**YOUR ASSIGNMENT**
Word for word, retype the records below.

========================================

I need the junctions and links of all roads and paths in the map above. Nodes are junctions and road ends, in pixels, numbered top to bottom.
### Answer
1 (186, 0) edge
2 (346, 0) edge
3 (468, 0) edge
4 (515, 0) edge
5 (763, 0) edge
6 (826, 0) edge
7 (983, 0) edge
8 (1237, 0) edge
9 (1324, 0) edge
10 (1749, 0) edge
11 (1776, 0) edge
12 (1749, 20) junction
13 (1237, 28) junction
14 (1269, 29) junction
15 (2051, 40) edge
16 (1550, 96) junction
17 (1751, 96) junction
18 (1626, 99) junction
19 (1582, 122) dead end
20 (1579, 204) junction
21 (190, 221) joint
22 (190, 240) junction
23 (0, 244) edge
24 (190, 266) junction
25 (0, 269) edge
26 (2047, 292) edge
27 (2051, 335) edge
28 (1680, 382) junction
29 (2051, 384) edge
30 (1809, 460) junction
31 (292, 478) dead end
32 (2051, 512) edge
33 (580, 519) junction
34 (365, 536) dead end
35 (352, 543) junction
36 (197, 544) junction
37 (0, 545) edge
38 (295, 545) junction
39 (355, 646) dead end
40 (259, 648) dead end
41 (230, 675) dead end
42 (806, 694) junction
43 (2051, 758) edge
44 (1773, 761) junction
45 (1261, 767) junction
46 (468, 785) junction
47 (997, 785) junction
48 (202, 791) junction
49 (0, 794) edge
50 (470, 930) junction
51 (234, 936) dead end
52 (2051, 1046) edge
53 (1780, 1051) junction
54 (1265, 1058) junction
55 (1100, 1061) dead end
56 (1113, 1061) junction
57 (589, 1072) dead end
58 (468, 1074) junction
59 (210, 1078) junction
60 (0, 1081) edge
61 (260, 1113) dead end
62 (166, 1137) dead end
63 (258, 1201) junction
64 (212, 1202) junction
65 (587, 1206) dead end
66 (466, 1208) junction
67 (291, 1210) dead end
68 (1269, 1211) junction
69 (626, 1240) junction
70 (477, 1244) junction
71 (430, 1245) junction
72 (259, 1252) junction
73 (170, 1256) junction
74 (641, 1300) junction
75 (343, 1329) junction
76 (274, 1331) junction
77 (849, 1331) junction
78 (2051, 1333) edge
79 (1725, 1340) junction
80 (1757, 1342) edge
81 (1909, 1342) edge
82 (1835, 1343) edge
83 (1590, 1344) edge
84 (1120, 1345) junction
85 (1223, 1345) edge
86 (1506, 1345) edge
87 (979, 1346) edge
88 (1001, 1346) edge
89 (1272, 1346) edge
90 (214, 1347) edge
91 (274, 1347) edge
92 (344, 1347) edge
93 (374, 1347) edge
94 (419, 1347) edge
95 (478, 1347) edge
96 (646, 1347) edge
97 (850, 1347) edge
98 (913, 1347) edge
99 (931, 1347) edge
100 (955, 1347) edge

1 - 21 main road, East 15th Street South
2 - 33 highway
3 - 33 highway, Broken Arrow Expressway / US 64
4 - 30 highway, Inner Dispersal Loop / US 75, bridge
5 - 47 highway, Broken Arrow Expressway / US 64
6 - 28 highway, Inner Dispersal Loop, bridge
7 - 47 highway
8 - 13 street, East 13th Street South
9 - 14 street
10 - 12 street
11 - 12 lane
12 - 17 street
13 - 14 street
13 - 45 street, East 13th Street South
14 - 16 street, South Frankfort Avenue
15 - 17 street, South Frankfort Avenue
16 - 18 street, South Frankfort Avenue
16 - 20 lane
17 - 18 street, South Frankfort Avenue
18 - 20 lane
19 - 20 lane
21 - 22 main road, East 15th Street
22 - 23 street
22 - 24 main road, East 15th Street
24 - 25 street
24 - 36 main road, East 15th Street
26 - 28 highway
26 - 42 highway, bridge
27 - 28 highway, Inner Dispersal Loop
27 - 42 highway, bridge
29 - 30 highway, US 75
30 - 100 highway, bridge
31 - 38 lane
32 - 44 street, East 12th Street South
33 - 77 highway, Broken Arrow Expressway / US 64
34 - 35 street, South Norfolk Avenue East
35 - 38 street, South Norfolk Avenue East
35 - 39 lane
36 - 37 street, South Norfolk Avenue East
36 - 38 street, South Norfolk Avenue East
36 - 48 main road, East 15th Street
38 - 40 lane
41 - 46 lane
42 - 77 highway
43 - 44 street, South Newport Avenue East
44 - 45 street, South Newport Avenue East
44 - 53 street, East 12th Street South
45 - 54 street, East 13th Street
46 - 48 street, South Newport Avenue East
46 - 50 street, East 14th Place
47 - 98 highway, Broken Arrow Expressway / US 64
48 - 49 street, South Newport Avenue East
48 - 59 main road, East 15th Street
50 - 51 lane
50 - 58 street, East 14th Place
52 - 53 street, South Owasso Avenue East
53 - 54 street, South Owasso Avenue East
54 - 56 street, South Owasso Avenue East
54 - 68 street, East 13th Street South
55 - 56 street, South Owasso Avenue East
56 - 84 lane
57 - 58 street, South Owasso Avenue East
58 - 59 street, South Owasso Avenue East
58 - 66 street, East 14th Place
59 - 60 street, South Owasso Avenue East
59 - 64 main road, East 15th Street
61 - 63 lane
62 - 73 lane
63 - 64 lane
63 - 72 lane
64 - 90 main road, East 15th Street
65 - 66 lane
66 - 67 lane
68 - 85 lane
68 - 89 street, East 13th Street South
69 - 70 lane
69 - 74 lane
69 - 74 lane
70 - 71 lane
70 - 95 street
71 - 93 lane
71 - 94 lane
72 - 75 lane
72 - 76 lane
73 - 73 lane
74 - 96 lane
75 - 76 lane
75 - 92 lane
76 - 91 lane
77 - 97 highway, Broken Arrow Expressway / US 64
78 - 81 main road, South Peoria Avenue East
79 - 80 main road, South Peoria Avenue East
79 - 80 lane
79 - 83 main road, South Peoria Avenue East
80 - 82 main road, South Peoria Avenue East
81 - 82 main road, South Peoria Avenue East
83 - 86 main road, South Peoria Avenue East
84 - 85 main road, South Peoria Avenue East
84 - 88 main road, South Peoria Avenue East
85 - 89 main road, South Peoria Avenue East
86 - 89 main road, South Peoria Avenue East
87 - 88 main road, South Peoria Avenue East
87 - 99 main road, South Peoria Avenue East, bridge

========================================

**SOLUTION TO THE EXERCISE**
I need the junctions and links of all roads and paths in the map above. Nodes are junctions and road ends, in pixels, numbered top to bottom.
### Answer
1 (186, 0) edge
2 (346, 0) edge
3 (468, 0) edge
4 (515, 0) edge
5 (763, 0) edge
6 (826, 0) edge
7 (983, 0) edge
8 (1237, 0) edge
9 (1324, 0) edge
10 (1749, 0) edge
11 (1776, 0) edge
12 (1749, 20) junction
13 (1237, 28) junction
14 (1269, 29) junction
15 (2051, 40) edge
16 (1550, 96) junction
17 (1751, 96) junction
18 (1626, 99) junction
19 (1582, 122) dead end
20 (1579, 204) junction
21 (190, 221) joint
22 (190, 240) junction
23 (0, 244) edge
24 (190, 266) junction
25 (0, 269) edge
26 (2047, 292) edge
27 (2051, 335) edge
28 (1680, 382) junction
29 (2051, 384) edge
30 (1809, 460) junction
31 (292, 478) dead end
32 (2051, 512) edge
33 (580, 519) junction
34 (365, 536) dead end
35 (352, 543) junction
36 (197, 544) junction
37 (0, 545) edge
38 (295, 545) junction
39 (355, 646) dead end
40 (259, 648) dead end
41 (230, 675) dead end
42 (806, 694) junction
43 (2051, 758) edge
44 (1773, 761) junction
45 (1261, 767) junction
46 (468, 785) junction
47 (997, 785) junction
48 (202, 791) junction
49 (0, 794) edge
50 (470, 930) junction
51 (234, 936) dead end
52 (2051, 1046) edge
53 (1780, 1051) junction
54 (1265, 1058) junction
55 (1100, 1061) dead end
56 (1113, 1061) junction
57 (589, 1072) dead end
58 (468, 1074) junction
59 (210, 1078) junction
60 (0, 1081) edge
61 (260, 1113) dead end
62 (166, 1137) dead end
63 (258, 1201) junction
64 (212, 1202) junction
65 (587, 1206) dead end
66 (466, 1208) junction
67 (291, 1210) dead end
68 (1269, 1211) junction
69 (626, 1240) junction
70 (477, 1244) junction
71 (430, 1245) junction
72 (259, 1252) junction
73 (170, 1256) junction
74 (641, 1300) junction
75 (343, 1329) junction
76 (274, 1331) junction
77 (849, 1331) junction
78 (2051, 1333) edge
79 (1725, 1340) junction
80 (1757, 1342) edge
81 (1909, 1342) edge
82 (1835, 1343) edge
83 (1590, 1344) edge
84 (1120, 1345) junction
85 (1223, 1345) edge
86 (1506, 1345) edge
87 (979, 1346) edge
88 (1001, 1346) edge
89 (1272, 1346) edge
90 (214, 1347) edge
91 (274, 1347) edge
92 (344, 1347) edge
93 (374, 1347) edge
94 (419, 1347) edge
95 (478, 1347) edge
96 (646, 1347) edge
97 (850, 1347) edge
98 (913, 1347) edge
99 (931, 1347) edge
100 (955, 1347) edge

1 - 21 main road, East 15th Street South
2 - 33 highway
3 - 33 highway, Broken Arrow Expressway / US 64
4 - 30 highway, Inner Dispersal Loop / US 75, bridge
5 - 47 highway, Broken Arrow Expressway / US 64
6 - 28 highway, Inner Dispersal Loop, bridge
7 - 47 highway
8 - 13 street, East 13th Street South
9 - 14 street
10 - 12 street
11 - 12 lane
12 - 17 street
13 - 14 street
13 - 45 street, East 13th Street South
14 - 16 street, South Frankfort Avenue
15 - 17 street, South Frankfort Avenue
16 - 18 street, South Frankfort Avenue
16 - 20 lane
17 - 18 street, South Frankfort Avenue
18 - 20 lane
19 - 20 lane
21 - 22 main road, East 15th Street
22 - 23 street
22 - 24 main road, East 15th Street
24 - 25 street
24 - 36 main road, East 15th Street
26 - 28 highway
26 - 42 highway, bridge
27 - 28 highway, Inner Dispersal Loop
27 - 42 highway, bridge
29 - 30 highway, US 75
30 - 100 highway, bridge
31 - 38 lane
32 - 44 street, East 12th Street South
33 - 77 highway, Broken Arrow Expressway / US 64
34 - 35 street, South Norfolk Avenue East
35 - 38 street, South Norfolk Avenue East
35 - 39 lane
36 - 37 street, South Norfolk Avenue East
36 - 38 street, South Norfolk Avenue East
36 - 48 main road, East 15th Street
38 - 40 lane
41 - 46 lane
42 - 77 highway
43 - 44 street, South Newport Avenue East
44 - 45 street, South Newport Avenue East
44 - 53 street, East 12th Street South
45 - 54 street, East 13th Street
46 - 48 street, South Newport Avenue East
46 - 50 street, East 14th Place
47 - 98 highway, Broken Arrow Expressway / US 64
48 - 49 street, South Newport Avenue East
48 - 59 main road, East 15th Street
50 - 51 lane
50 - 58 street, East 14th Place
52 - 53 street, South Owasso Avenue East
53 - 54 street, South Owasso Avenue East
54 - 56 street, South Owasso Avenue East
54 - 68 street, East 13th Street South
55 - 56 street, South Owasso Avenue East
56 - 84 lane
57 - 58 street, South Owasso Avenue East
58 - 59 street, South Owasso Avenue East
58 - 66 street, East 14th Place
59 - 60 street, South Owasso Avenue East
59 - 64 main road, East 15th Street
61 - 63 lane
62 - 73 lane
63 - 64 lane
63 - 72 lane
64 - 90 main road, East 15th Street
65 - 66 lane
66 - 67 lane
68 - 85 lane
68 - 89 street, East 13th Street South
69 - 70 lane
69 - 74 lane
69 - 74 lane
70 - 71 lane
70 - 95 street
71 - 93 lane
71 - 94 lane
72 - 75 lane
72 - 76 lane
73 - 73 lane
74 - 96 lane
75 - 76 lane
75 - 92 lane
76 - 91 lane
77 - 97 highway, Broken Arrow Expressway / US 64
78 - 81 main road, South Peoria Avenue East
79 - 80 main road, South Peoria Avenue East
79 - 80 lane
79 - 83 main road, South Peoria Avenue East
80 - 82 main road, South Peoria Avenue East
81 - 82 main road, South Peoria Avenue East
83 - 86 main road, South Peoria Avenue East
84 - 85 main road, South Peoria Avenue East
84 - 88 main road, South Peoria Avenue East
85 - 89 main road, South Peoria Avenue East
86 - 89 main road, South Peoria Avenue East
87 - 88 main road, South Peoria Avenue East
87 - 99 main road, South Peoria Avenue East, bridge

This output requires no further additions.